Data to process:
------------------------------------------------------------------------

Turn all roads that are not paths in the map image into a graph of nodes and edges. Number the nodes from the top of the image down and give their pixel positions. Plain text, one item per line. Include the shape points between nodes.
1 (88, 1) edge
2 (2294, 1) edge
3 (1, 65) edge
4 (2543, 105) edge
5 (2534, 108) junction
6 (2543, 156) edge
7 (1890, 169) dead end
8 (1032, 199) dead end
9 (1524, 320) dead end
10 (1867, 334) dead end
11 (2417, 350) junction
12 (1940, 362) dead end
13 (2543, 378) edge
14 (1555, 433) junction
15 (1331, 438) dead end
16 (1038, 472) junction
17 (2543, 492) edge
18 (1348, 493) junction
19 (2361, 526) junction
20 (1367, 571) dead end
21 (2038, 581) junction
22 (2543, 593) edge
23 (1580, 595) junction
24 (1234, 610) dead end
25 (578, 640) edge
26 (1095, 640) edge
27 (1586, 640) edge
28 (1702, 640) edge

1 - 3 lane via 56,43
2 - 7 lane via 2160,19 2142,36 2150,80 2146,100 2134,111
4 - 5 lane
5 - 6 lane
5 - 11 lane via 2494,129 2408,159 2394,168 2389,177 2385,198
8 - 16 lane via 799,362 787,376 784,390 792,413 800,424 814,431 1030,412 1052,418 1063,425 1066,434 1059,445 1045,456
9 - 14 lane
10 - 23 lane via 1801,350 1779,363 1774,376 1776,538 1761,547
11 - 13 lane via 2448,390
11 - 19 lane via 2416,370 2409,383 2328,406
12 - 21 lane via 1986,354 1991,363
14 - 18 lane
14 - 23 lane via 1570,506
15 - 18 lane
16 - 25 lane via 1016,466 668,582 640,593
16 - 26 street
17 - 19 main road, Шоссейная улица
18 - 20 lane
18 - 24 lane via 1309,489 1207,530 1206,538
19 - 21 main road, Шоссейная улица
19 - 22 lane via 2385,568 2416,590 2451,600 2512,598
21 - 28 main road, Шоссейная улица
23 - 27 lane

------------------------------------------------------------------------

What you are asked to do: The entries listed above are to be output exactly. Leave none out.

Written solution:
Turn all roads that are not paths in the map image into a graph of nodes and edges. Number the nodes from the top of the image down and give their pixel positions. Plain text, one item per line. Include the shape points between nodes.
1 (88, 1) edge
2 (2294, 1) edge
3 (1, 65) edge
4 (2543, 105) edge
5 (2534, 108) junction
6 (2543, 156) edge
7 (1890, 169) dead end
8 (1032, 199) dead end
9 (1524, 320) dead end
10 (1867, 334) dead end
11 (2417, 350) junction
12 (1940, 362) dead end
13 (2543, 378) edge
14 (1555, 433) junction
15 (1331, 438) dead end
16 (1038, 472) junction
17 (2543, 492) edge
18 (1348, 493) junction
19 (2361, 526) junction
20 (1367, 571) dead end
21 (2038, 581) junction
22 (2543, 593) edge
23 (1580, 595) junction
24 (1234, 610) dead end
25 (578, 640) edge
26 (1095, 640) edge
27 (1586, 640) edge
28 (1702, 640) edge

1 - 3 lane via 56,43
2 - 7 lane via 2160,19 2142,36 2150,80 2146,100 2134,111
4 - 5 lane
5 - 6 lane
5 - 11 lane via 2494,129 2408,159 2394,168 2389,177 2385,198
8 - 16 lane via 799,362 787,376 784,390 792,413 800,424 814,431 1030,412 1052,418 1063,425 1066,434 1059,445 1045,456
9 - 14 lane
10 - 23 lane via 1801,350 1779,363 1774,376 1776,538 1761,547
11 - 13 lane via 2448,390
11 - 19 lane via 2416,370 2409,383 2328,406
12 - 21 lane via 1986,354 1991,363
14 - 18 lane
14 - 23 lane via 1570,506
15 - 18 lane
16 - 25 lane via 1016,466 668,582 640,593
16 - 26 street
17 - 19 main road, Шоссейная улица
18 - 20 lane
18 - 24 lane via 1309,489 1207,530 1206,538
19 - 21 main road, Шоссейная улица
19 - 22 lane via 2385,568 2416,590 2451,600 2512,598
21 - 28 main road, Шоссейная улица
23 - 27 lane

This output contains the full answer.